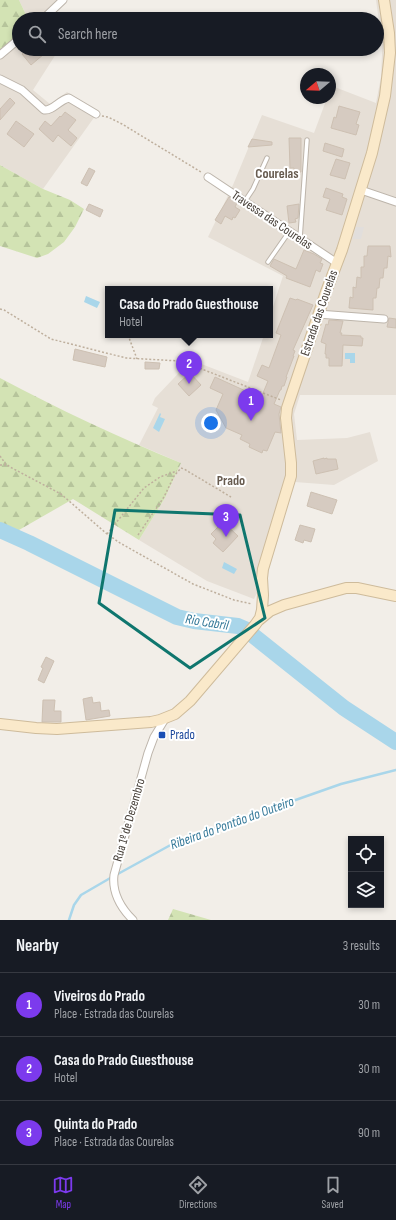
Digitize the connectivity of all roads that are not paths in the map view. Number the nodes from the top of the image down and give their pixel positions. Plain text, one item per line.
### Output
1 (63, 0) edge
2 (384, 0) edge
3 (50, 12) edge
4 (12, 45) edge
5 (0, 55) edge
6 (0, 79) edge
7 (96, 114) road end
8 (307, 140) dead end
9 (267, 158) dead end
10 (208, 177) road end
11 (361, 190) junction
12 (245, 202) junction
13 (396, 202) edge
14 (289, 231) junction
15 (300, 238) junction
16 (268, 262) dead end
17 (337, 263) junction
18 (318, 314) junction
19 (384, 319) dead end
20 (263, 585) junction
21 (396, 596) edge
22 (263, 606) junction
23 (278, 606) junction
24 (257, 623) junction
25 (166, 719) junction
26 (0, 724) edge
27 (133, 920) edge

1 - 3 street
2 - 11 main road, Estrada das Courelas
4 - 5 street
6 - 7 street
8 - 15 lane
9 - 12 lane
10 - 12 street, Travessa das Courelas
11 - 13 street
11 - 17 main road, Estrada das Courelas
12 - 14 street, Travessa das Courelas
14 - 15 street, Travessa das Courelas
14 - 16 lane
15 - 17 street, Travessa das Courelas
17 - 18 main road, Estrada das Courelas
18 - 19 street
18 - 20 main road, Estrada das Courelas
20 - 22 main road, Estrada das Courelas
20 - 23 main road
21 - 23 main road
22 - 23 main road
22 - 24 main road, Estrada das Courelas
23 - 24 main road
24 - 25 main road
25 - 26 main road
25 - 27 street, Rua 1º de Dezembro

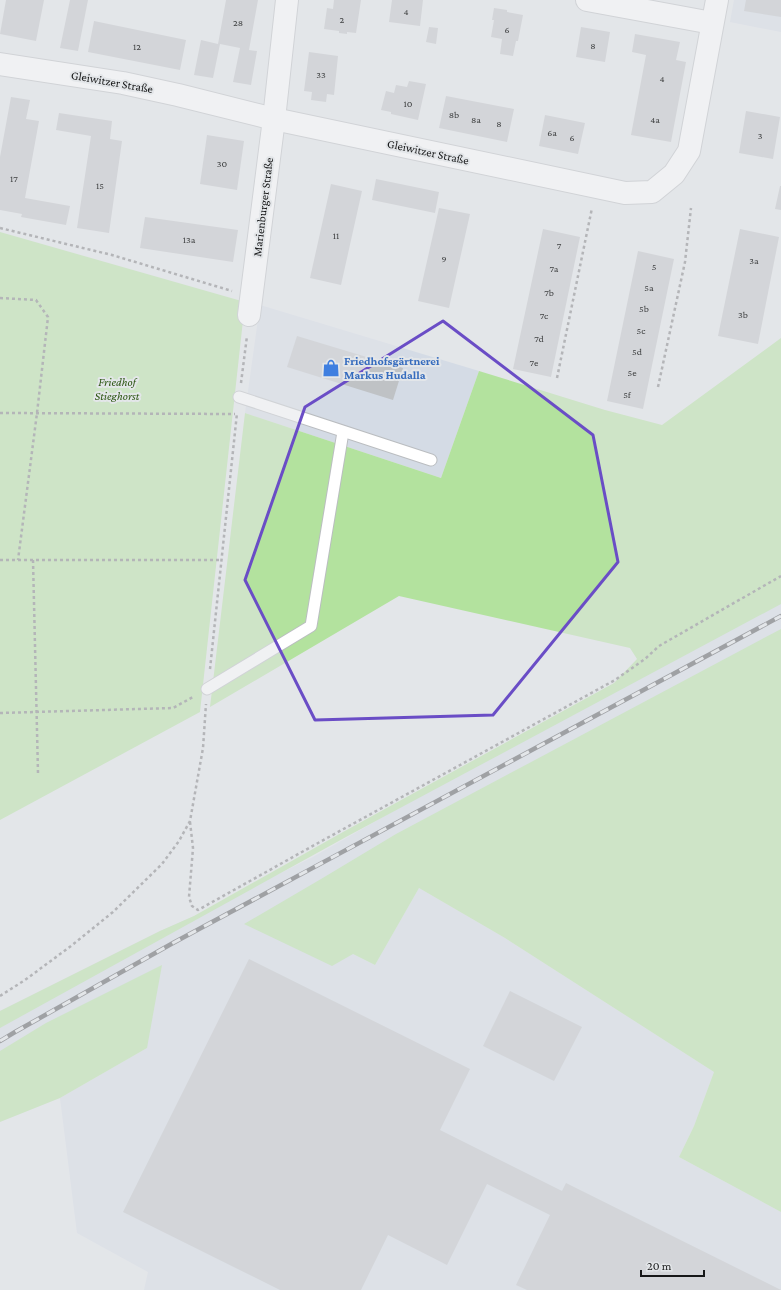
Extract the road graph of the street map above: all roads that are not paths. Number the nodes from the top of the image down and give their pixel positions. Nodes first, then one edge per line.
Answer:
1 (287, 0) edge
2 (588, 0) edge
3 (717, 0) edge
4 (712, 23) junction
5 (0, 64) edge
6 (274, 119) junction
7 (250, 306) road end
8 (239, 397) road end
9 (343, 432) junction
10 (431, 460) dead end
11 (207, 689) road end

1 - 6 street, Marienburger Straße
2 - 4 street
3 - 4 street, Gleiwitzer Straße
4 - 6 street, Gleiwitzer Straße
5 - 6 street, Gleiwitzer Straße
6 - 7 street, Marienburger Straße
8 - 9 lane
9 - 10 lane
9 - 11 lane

* * *

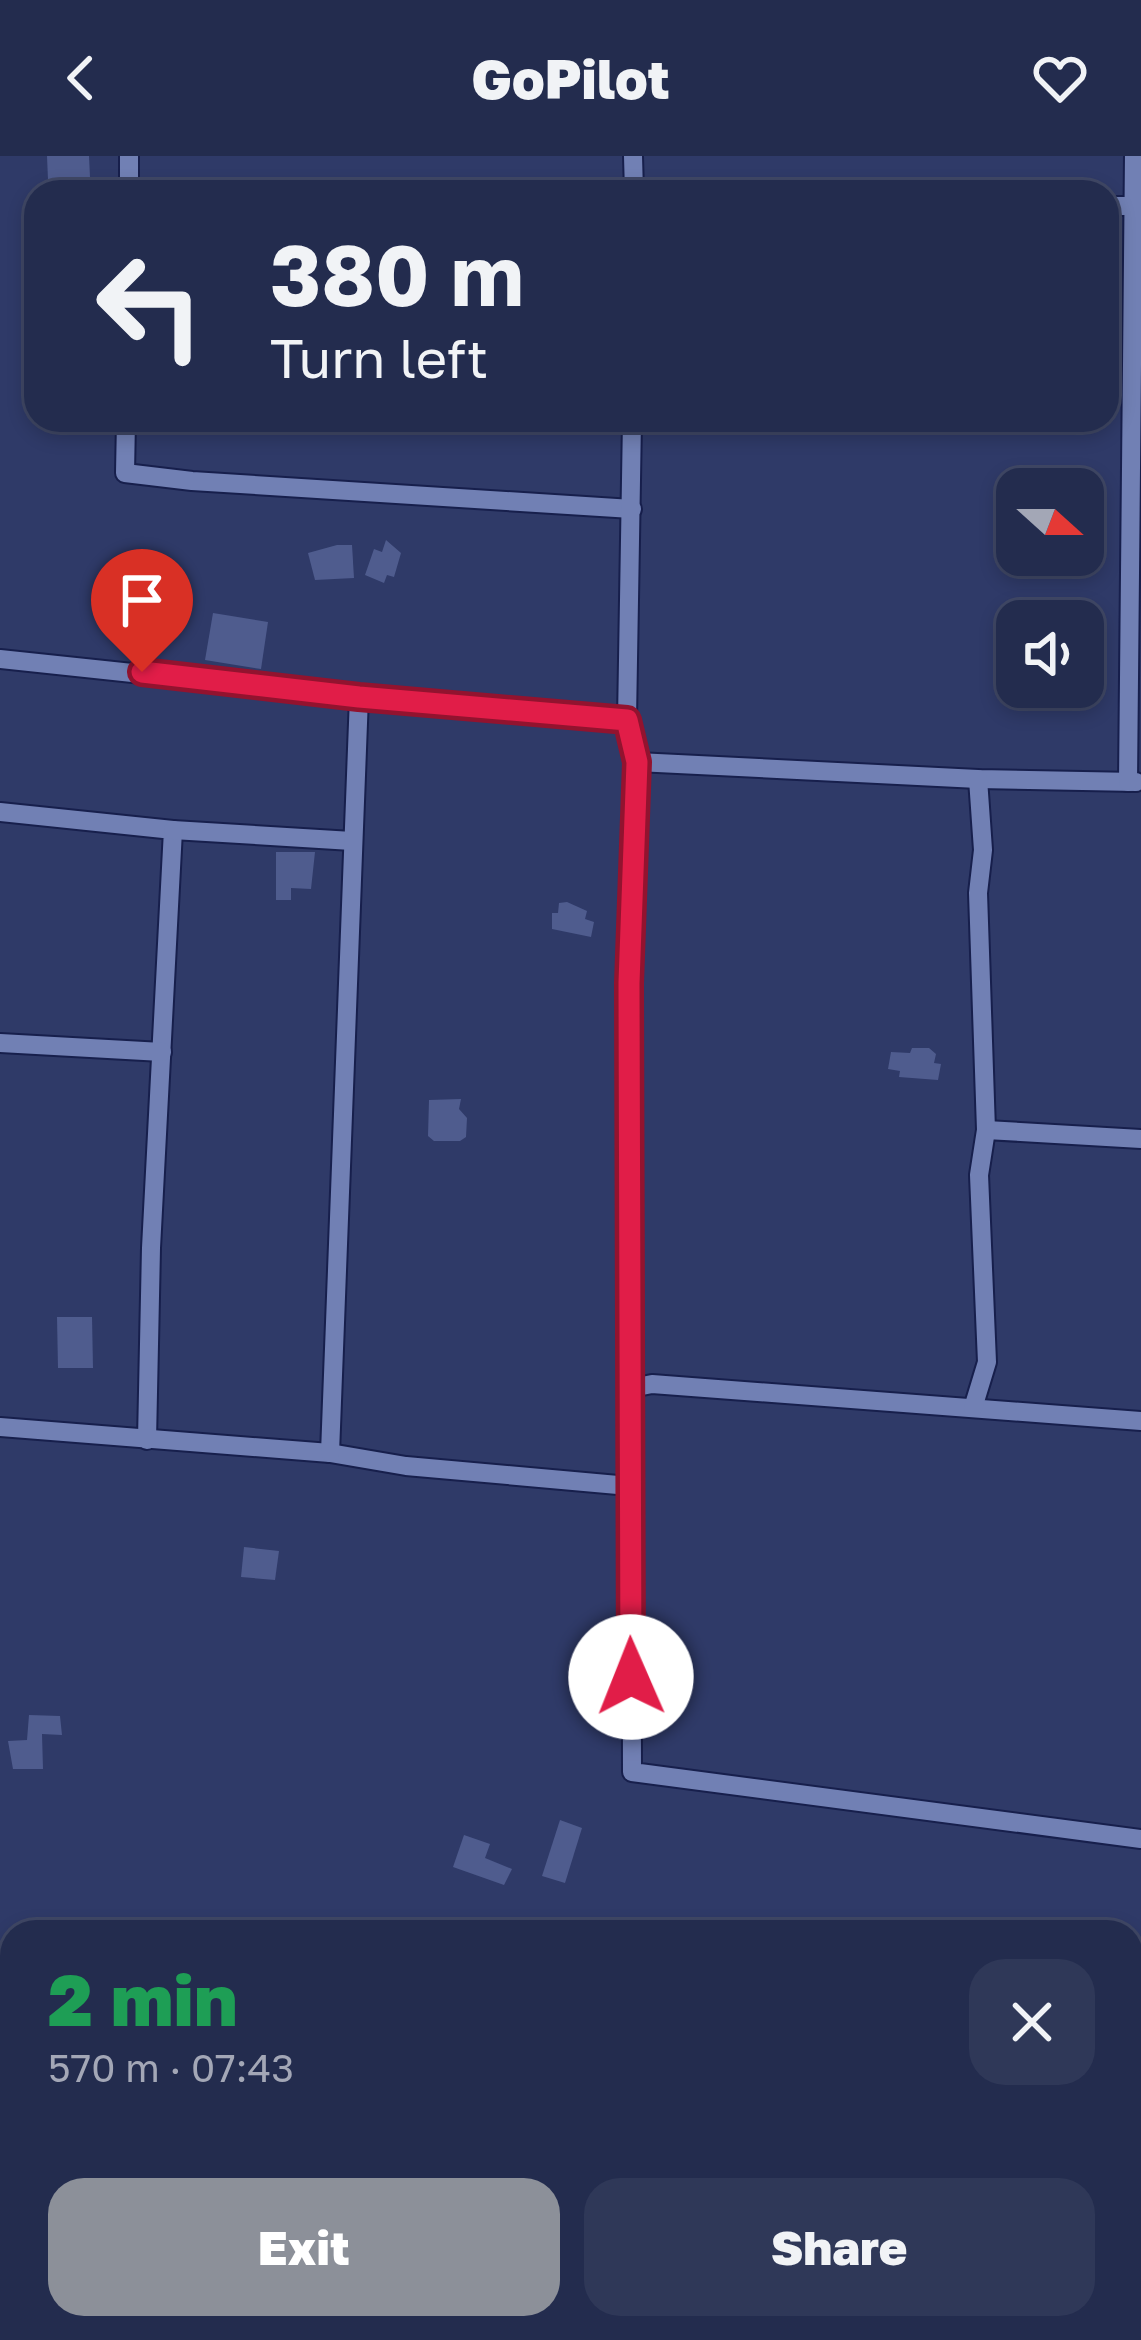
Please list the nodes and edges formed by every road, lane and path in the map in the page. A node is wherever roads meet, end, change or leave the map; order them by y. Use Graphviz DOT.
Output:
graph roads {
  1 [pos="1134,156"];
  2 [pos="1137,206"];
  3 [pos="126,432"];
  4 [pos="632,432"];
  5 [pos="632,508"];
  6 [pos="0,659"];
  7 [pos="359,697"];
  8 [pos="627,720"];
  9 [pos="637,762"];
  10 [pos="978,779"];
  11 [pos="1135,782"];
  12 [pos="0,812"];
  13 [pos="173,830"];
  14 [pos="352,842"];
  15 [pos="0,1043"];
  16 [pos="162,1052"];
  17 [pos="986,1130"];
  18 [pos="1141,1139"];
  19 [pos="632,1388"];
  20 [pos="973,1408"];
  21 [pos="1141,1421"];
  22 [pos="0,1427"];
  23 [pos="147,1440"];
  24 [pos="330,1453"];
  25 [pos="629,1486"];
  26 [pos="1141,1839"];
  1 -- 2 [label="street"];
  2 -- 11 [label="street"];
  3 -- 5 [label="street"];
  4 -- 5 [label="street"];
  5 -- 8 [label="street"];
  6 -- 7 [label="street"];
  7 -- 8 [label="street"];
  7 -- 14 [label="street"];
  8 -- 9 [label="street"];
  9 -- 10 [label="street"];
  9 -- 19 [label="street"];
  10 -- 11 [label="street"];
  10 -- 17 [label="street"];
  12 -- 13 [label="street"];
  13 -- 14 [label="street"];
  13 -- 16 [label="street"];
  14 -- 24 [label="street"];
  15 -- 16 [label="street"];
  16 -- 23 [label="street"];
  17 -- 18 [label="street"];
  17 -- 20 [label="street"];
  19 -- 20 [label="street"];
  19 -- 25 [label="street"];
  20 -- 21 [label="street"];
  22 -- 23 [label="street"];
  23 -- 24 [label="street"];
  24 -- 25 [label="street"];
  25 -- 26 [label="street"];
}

* * *

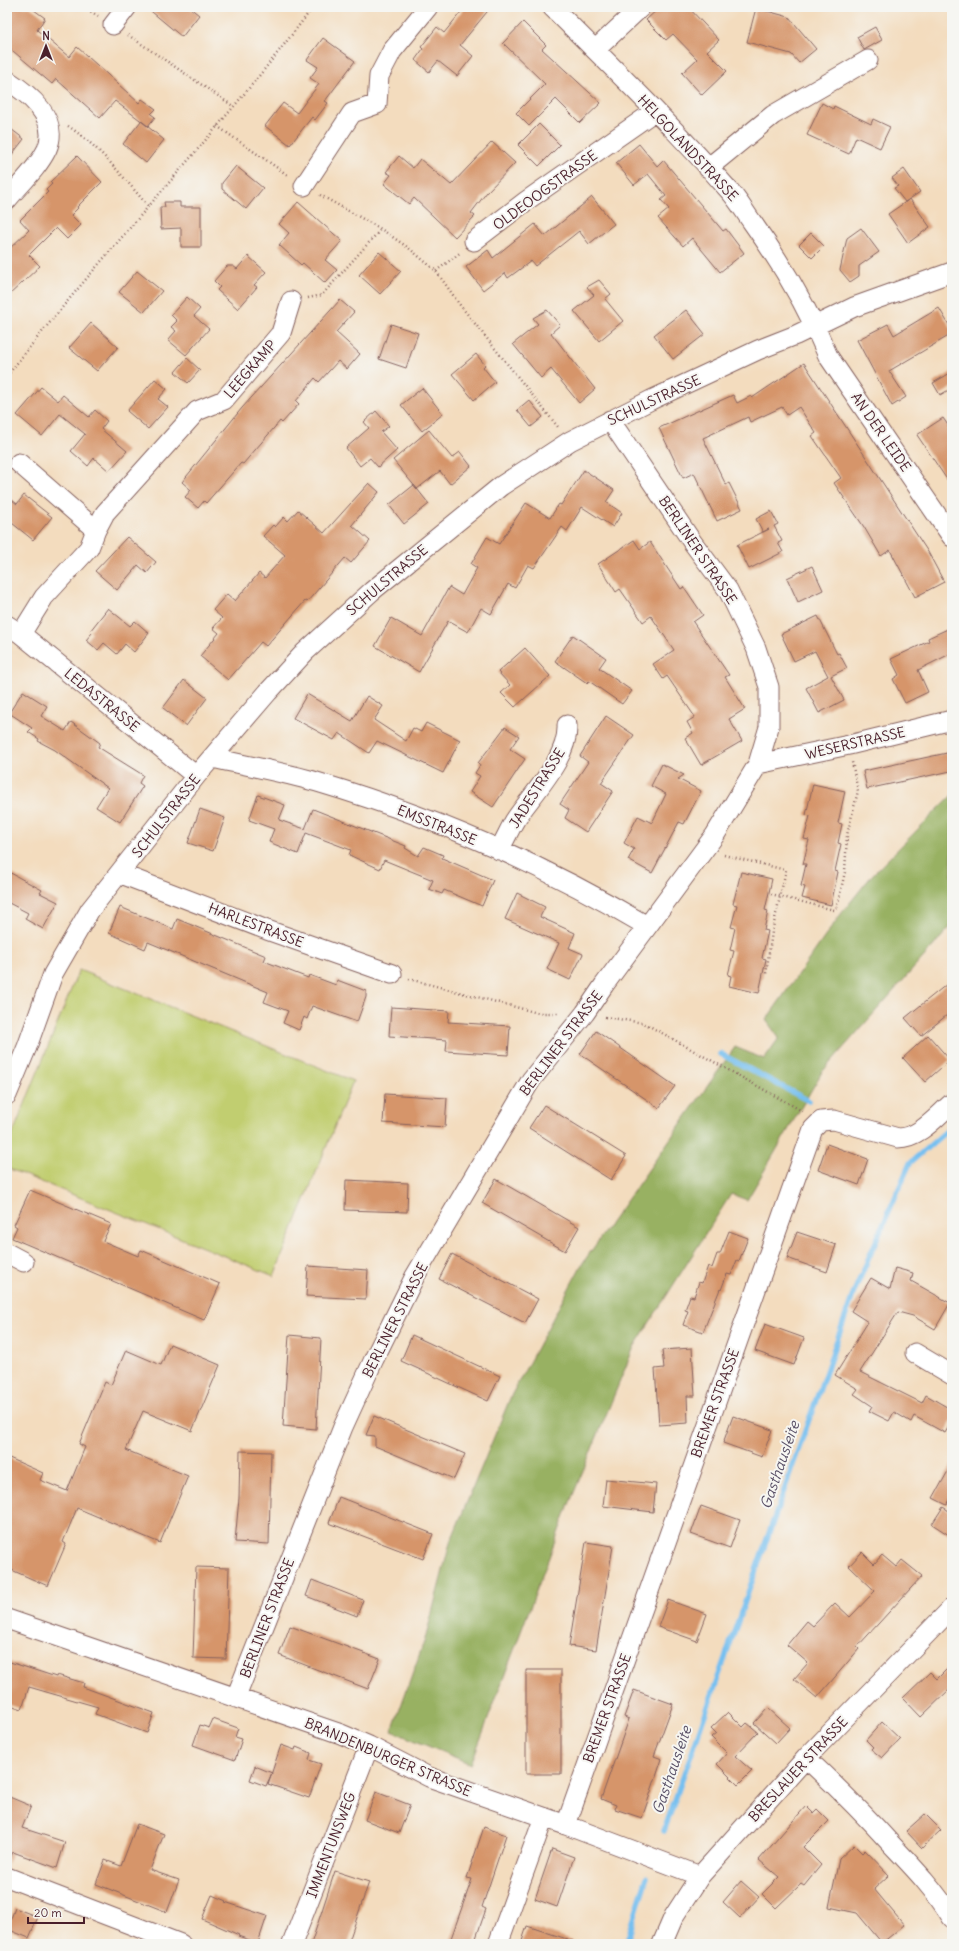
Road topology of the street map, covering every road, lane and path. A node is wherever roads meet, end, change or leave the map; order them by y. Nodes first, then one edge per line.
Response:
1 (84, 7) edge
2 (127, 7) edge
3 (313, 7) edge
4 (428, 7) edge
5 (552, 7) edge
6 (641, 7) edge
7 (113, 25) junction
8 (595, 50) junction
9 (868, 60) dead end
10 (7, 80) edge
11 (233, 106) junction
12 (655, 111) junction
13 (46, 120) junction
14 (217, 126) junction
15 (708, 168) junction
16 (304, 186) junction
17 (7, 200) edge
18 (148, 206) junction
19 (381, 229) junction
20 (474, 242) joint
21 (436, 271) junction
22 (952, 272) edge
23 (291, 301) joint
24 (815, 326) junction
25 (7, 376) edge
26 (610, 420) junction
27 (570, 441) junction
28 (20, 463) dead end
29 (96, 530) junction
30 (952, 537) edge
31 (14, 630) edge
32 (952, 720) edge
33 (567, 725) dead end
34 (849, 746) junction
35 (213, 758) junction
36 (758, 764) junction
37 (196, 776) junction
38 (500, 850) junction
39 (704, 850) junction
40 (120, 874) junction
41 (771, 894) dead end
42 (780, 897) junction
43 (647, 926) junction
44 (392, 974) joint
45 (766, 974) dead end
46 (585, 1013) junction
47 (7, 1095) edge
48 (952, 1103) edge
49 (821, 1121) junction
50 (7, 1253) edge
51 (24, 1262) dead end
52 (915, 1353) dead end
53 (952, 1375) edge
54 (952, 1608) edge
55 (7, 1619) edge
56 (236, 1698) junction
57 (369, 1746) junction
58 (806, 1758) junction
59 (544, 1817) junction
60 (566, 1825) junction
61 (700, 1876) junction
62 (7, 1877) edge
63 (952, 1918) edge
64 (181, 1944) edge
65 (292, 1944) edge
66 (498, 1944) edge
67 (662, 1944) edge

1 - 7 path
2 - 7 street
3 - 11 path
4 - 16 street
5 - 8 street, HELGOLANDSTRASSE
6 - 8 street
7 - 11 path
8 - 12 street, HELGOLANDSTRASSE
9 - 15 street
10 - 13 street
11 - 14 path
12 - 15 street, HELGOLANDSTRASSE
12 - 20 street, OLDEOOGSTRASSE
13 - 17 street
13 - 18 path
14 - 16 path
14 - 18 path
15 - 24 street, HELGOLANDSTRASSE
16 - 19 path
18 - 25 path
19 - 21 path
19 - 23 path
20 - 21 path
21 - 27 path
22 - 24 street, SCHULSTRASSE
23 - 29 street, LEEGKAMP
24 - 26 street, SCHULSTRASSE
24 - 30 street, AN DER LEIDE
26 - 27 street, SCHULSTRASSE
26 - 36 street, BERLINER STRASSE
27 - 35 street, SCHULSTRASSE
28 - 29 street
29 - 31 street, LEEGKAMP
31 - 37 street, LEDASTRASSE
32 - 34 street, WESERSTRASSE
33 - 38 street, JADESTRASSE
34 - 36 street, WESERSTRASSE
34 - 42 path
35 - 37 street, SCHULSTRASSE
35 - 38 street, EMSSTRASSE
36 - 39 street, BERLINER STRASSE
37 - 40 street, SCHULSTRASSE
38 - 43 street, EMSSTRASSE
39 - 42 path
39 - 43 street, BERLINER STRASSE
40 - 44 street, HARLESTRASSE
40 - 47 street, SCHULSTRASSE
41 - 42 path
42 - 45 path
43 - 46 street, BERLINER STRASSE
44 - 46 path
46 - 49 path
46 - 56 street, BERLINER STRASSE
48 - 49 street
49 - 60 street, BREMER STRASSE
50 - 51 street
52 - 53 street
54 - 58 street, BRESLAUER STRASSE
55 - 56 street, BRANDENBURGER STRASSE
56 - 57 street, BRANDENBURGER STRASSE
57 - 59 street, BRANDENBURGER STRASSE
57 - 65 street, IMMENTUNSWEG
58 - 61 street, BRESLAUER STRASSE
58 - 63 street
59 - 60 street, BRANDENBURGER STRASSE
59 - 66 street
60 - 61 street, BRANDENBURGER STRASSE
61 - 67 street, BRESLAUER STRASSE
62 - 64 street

### The task
Make a tally of the lines in this data that include the string "them", and answer with that tally alone.

### Answer to this exercise
2